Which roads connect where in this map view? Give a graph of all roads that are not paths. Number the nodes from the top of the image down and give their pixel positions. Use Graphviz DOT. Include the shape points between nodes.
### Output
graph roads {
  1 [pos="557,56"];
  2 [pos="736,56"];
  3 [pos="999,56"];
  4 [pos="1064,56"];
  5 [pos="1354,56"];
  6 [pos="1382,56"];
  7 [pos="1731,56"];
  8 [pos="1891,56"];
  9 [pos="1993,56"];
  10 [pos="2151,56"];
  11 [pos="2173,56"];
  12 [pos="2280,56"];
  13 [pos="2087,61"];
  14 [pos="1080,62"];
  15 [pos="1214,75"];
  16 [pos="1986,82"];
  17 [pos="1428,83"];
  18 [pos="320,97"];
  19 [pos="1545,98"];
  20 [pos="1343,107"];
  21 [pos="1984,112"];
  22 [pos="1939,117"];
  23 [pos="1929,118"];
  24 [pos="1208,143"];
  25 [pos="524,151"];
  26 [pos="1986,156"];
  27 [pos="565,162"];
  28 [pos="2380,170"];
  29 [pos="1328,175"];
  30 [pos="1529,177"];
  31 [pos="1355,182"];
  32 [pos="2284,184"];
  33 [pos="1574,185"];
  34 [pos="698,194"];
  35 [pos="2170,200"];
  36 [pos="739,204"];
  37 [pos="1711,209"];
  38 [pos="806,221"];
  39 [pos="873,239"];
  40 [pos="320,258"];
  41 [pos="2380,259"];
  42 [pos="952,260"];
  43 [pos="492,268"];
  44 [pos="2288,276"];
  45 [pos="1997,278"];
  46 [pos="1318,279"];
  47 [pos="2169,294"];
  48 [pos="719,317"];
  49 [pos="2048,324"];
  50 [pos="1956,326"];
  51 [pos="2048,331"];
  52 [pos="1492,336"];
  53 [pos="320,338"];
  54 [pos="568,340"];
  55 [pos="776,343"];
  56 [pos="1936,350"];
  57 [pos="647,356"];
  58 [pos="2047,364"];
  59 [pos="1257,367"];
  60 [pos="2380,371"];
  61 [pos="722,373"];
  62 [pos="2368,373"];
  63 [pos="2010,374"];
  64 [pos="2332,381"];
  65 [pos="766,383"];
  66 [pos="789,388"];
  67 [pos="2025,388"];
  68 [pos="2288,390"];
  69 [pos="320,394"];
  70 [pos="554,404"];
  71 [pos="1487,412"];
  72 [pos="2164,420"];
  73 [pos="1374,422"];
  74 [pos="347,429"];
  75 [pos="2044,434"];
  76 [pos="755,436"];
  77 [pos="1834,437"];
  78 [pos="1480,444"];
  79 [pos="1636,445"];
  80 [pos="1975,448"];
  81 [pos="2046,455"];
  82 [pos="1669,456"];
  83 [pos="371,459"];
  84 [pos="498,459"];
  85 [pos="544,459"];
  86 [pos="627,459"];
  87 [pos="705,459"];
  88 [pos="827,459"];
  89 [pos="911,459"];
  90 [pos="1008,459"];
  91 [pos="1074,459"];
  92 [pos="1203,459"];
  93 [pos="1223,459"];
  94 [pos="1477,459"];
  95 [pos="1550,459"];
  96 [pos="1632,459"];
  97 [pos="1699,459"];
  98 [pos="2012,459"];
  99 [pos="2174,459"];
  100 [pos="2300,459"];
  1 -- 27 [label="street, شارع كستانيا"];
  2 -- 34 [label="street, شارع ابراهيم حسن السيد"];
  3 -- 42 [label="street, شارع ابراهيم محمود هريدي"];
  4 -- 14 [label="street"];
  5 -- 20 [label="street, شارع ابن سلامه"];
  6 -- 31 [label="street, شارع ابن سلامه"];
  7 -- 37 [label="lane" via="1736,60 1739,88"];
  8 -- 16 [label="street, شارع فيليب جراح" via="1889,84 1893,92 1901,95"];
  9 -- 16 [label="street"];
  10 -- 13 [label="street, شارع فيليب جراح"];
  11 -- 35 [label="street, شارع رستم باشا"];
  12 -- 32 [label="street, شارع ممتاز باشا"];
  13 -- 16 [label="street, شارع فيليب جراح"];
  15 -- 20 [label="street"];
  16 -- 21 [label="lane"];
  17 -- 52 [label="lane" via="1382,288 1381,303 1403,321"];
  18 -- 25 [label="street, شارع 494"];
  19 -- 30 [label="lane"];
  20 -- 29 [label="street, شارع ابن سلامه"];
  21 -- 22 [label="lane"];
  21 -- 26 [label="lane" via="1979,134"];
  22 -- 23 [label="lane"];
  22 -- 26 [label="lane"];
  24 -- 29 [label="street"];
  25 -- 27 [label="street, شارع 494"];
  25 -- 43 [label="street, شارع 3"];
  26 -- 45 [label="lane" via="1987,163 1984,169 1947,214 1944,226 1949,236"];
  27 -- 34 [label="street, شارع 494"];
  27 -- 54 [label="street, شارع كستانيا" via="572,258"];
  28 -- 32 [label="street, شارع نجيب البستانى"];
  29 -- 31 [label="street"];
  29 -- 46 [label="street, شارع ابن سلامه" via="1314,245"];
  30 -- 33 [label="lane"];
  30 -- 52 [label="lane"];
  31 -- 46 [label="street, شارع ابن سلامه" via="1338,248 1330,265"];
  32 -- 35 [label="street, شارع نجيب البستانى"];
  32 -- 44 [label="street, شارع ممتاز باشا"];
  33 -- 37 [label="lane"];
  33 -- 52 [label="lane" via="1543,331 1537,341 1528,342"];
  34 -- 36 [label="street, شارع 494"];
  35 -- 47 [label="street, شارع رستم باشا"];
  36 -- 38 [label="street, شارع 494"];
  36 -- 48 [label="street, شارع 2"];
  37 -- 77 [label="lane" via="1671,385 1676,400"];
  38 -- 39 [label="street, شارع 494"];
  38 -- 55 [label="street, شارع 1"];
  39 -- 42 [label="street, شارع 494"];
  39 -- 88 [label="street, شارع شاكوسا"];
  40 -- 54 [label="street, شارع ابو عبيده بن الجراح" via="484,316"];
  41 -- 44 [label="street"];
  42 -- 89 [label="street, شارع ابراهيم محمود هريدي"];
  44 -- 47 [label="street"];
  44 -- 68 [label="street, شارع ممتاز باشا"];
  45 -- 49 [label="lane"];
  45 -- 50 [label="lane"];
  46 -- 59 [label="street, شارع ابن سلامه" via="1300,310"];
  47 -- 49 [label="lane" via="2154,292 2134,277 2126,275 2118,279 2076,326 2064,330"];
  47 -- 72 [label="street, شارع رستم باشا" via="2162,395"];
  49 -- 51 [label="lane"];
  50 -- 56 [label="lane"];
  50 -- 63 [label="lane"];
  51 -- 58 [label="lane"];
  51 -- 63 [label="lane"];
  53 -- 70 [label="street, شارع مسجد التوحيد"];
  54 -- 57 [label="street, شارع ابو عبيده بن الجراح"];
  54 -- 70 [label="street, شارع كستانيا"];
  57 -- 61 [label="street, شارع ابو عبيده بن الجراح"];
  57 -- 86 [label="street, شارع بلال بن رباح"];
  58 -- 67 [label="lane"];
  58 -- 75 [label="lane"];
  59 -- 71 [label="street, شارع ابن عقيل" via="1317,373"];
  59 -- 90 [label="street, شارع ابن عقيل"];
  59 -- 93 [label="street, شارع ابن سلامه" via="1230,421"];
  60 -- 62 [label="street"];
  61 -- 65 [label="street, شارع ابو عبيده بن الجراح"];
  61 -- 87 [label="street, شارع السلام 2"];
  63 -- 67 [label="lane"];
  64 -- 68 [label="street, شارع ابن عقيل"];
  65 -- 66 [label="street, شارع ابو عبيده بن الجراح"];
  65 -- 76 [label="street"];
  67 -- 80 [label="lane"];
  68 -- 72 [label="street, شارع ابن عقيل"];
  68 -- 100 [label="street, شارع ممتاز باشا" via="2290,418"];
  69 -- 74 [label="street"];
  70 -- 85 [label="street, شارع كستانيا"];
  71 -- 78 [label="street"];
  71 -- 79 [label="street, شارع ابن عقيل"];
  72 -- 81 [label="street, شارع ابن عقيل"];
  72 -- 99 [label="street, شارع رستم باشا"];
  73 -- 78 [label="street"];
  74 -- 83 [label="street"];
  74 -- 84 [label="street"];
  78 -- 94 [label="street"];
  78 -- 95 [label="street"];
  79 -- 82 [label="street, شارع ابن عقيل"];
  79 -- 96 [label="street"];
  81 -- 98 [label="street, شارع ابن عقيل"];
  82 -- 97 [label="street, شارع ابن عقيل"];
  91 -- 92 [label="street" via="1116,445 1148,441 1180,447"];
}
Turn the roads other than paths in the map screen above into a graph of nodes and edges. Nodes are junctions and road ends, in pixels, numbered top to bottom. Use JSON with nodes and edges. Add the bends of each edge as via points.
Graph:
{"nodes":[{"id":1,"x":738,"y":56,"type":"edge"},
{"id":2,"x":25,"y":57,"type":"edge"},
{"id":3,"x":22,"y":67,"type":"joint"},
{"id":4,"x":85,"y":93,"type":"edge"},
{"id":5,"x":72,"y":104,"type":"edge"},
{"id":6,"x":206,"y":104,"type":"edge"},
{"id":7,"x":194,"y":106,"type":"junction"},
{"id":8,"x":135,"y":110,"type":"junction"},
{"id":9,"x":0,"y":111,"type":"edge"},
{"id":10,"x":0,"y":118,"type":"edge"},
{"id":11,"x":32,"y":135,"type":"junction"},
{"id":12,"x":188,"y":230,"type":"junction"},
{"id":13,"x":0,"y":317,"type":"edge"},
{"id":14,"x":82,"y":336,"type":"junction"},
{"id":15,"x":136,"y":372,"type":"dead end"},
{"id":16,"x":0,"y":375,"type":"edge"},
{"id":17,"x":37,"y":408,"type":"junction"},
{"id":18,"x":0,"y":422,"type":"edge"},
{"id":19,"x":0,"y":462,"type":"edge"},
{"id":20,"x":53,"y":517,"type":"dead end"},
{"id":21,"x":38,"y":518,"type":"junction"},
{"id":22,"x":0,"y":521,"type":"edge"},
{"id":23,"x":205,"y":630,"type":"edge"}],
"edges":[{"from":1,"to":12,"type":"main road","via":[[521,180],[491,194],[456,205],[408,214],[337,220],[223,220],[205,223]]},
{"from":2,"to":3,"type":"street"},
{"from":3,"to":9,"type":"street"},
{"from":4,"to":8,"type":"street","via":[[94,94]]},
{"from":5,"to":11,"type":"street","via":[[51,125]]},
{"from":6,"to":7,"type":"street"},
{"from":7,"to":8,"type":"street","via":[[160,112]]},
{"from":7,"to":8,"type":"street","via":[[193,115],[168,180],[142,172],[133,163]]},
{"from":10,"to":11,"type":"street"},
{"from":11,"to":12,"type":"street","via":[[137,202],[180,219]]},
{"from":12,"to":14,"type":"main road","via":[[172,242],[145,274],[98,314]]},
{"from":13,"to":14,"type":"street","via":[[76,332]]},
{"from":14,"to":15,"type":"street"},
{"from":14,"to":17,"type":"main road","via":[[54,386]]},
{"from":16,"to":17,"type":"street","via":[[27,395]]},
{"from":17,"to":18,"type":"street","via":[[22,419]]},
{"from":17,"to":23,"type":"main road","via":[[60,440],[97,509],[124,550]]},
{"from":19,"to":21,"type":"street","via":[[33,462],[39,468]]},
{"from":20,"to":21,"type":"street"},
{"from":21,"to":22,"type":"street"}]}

- - - -

[Your assignment] The string to find is "البستانى"; copy every line of the listing that has it.

[Completed task]
  28 -- 32 [label="street, شارع نجيب البستانى"];
  32 -- 35 [label="street, شارع نجيب البستانى"];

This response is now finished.